许夜将绷带缠在蝶衣伤口上,一阵绿光闪过,肌肤恢复到完好如初的状态。
亲眼看见这个变化,男人瞳孔震动,也愿意多说几句:
“其实,我和小梨是双生子。”他拿出手帕,擦掉脸上的白漆。
蝶衣迎着许夜疑惑的表情,也同时将脸上妆容卸掉。
这么一对比,两人的长相竟然十分相似。
而唱戏本身就是要化妆的,脸上经过各种颜料的装饰,带给别人的感觉就像是同一个人。
“三年前,我和妹妹头顶野草,在街上卖身葬父,被梨园的戏班主看上。”
“我和妹妹本来是有些唱戏功底的,尤其是我的妹妹小梨,她声音好听,唱出的曲子委婉动听。”
“大概这就是天赋吧,别人需要练个十几年的曲子,她听过一遍,却能轻轻松松的唱出来,每个音节把握精准到不可思议的地步,连同一个娘胎出来的我,也无法追上。”
“前朝流传下来的规矩,女子不可以上台唱戏。不过近些年环境动荡,很多所谓不成文的规矩,都被新思想的涌入打破,这方面的管控渐渐没那么严格了。
小梨最大的心愿,就是能登台唱一回花旦。”
“那她上去唱不就行了。”维娜摆摆手:“你也说,现在的思想先进了,与从前不同。”
“是啊,我起初也这么想的。”男人惆怅的叹口气:“于是我们兄妹俩签了卖身契,将自己卖给了戏园子,那真是我这辈子做出最愚蠢的决定。”
“你知道吗,从小我和妹妹,就喜欢看戏。”
“小时候有个远房叔叔,做生意的,非常有钱。过年时,将我和小梨接过去,带着我们去县里最大的戏园子——梨园听戏。”

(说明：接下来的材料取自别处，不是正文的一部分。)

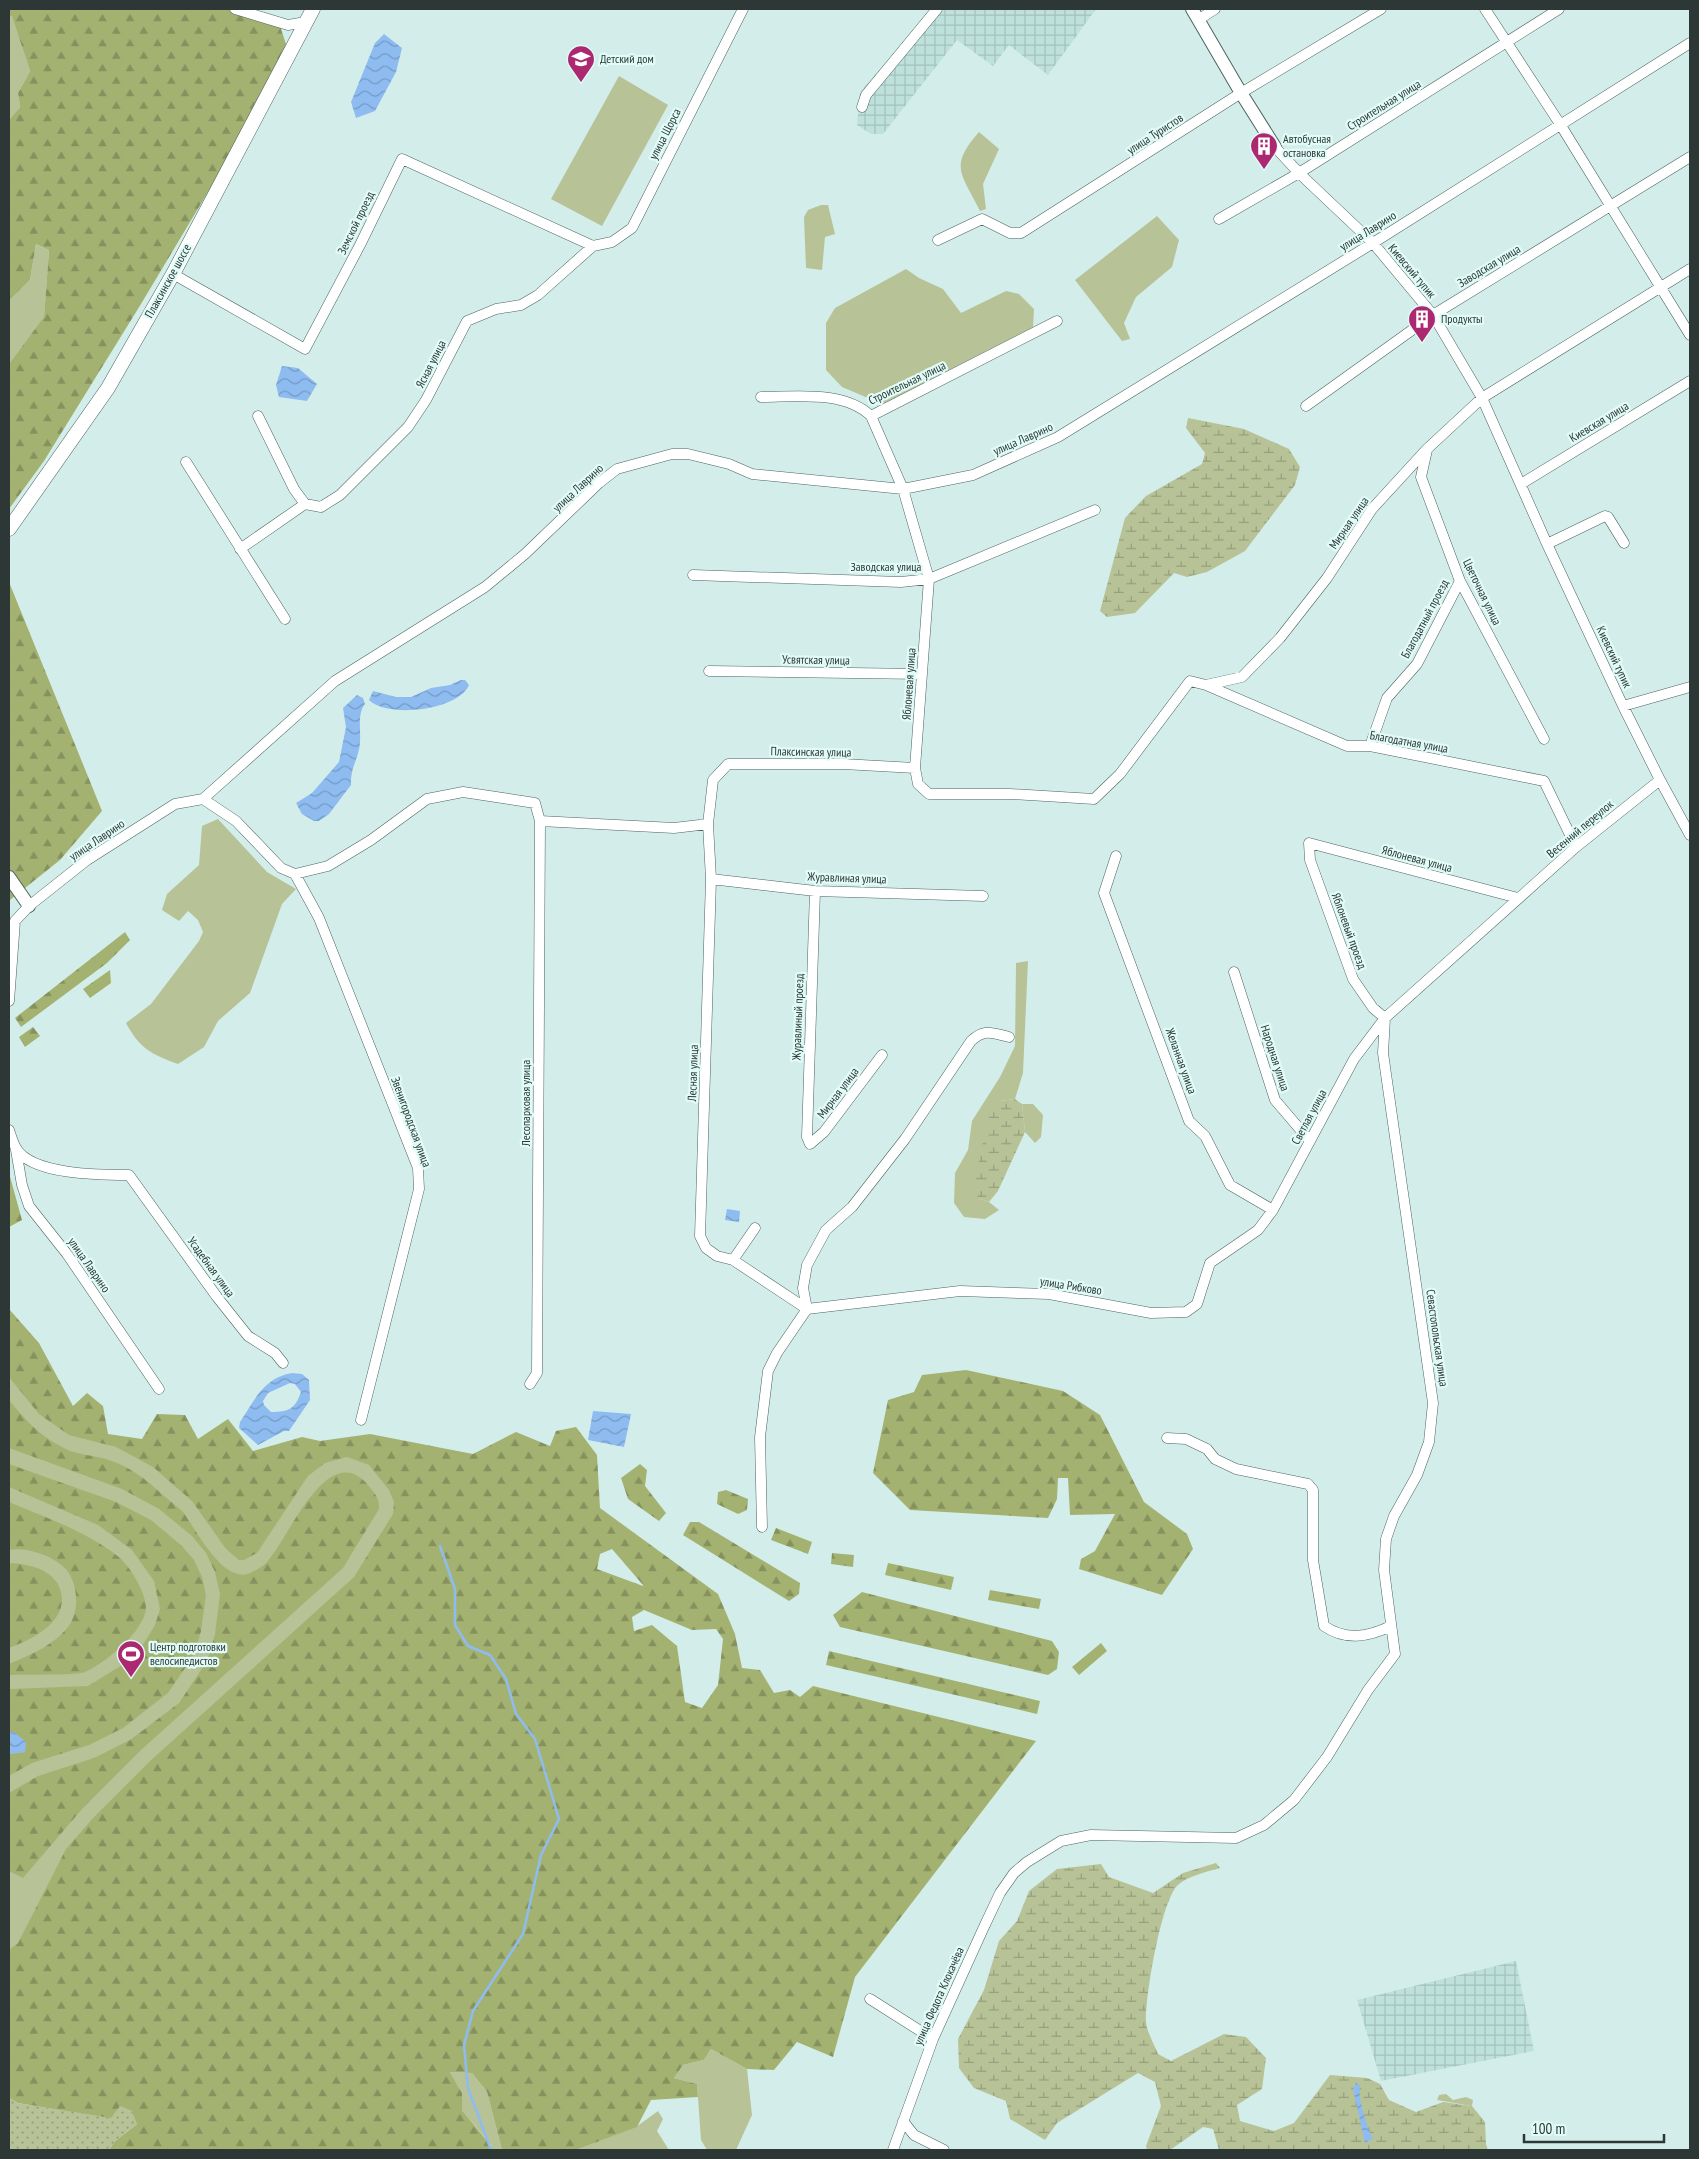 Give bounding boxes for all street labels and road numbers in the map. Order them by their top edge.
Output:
street label: Строительная улица [1344,76,1424,133]
street label: улица Щорса [645,106,684,162]
street label: улица Туристов [1124,110,1186,157]
street label: Земской проезд [334,188,378,257]
street label: улица Лаврино [1337,207,1399,254]
street label: Киевский тупик [1385,240,1440,301]
street label: Плаксинское шоссе [141,241,194,320]
street label: Заводская улица [1455,241,1523,290]
street label: Ясная улица [412,337,449,390]
street label: Строительная улица [866,357,948,408]
street label: Киевская улица [1566,398,1631,445]
street label: улица Лаврино [991,419,1055,458]
street label: улица Лаврино [549,460,606,515]
street label: Мирная улица [1326,494,1372,552]
street label: Цветочная улица [1460,556,1505,628]
street label: Заводская улица [851,559,922,574]
street label: Благодатный проезд [1398,576,1452,661]
street label: Киевский тупик [1594,624,1635,690]
street label: Яблоневая улица [898,647,919,721]
street label: Усвятская улица [782,651,850,668]
street label: Благодатная улица [1369,727,1450,756]
street label: Плаксинская улица [771,743,852,760]
street label: Весенний переулок [1543,796,1616,861]
street label: улица Лаврино [66,816,127,864]
street label: Яблоневая улица [1380,842,1454,875]
street label: Журавлиная улица [806,869,887,886]
street label: Яблоневый проезд [1329,891,1370,972]
street label: Журавлиный проезд [788,973,807,1062]
street label: Народная улица [1258,1023,1293,1093]
street label: Желанная улица [1162,1025,1200,1096]
street label: Лесная улица [684,1044,701,1103]
street label: Лесопарковая улица [518,1060,533,1147]
street label: Мирная улица [814,1064,862,1121]
street label: Звенигородская улица [388,1075,435,1169]
street label: Светлая улица [1288,1086,1329,1147]
street label: улица Лаврино [65,1234,114,1295]
street label: Усадебная улица [184,1234,238,1300]
street label: улица Рибково [1039,1273,1103,1298]
street label: Севастопольская улица [1423,1288,1452,1388]
street label: улица Федота Клокачёва [910,1944,967,2047]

“那是我第一次接触梨园,真漂亮,和以往乡下的野戏班子都不同。里面装饰金雕玉砌,椅子是上好的檀木,点心酥软可口。
台上的花旦穿金戴玉,奢华无比。一曲完毕,好多人站起身鼓掌,上赶着给他送钱送礼物。
可他好像对周围的富贵都习惯了,竟是一点也不惊讶,淡定的应付着众人。我和小梨当场就看呆了。”
“好风光,好厉害。”
“那时候我们俩个只有一个念头,羡慕这样的人生,小梨更是励志以后也要成为台上花旦那样的名角。”
“哥……”
小梨眼中露出怀念之色,轻轻的喊了一声。
“呵,哪有什么名角,当我在签了卖身契,进入戏园之后的几天,私下偷偷了解才知道,所谓的风光,只是表面。”
“戏子是下九流,不受人尊敬。”
“说白了,在有钱有权的人眼里,就是个随意消遣的玩物,连人都算不上。”
“那些光鲜亮丽的伶人,私下无不遭受客人的欺凌。戏班主也不管,大多时候还帮着客人一起欺负。为了活下去,他们最后只能笑脸相迎。”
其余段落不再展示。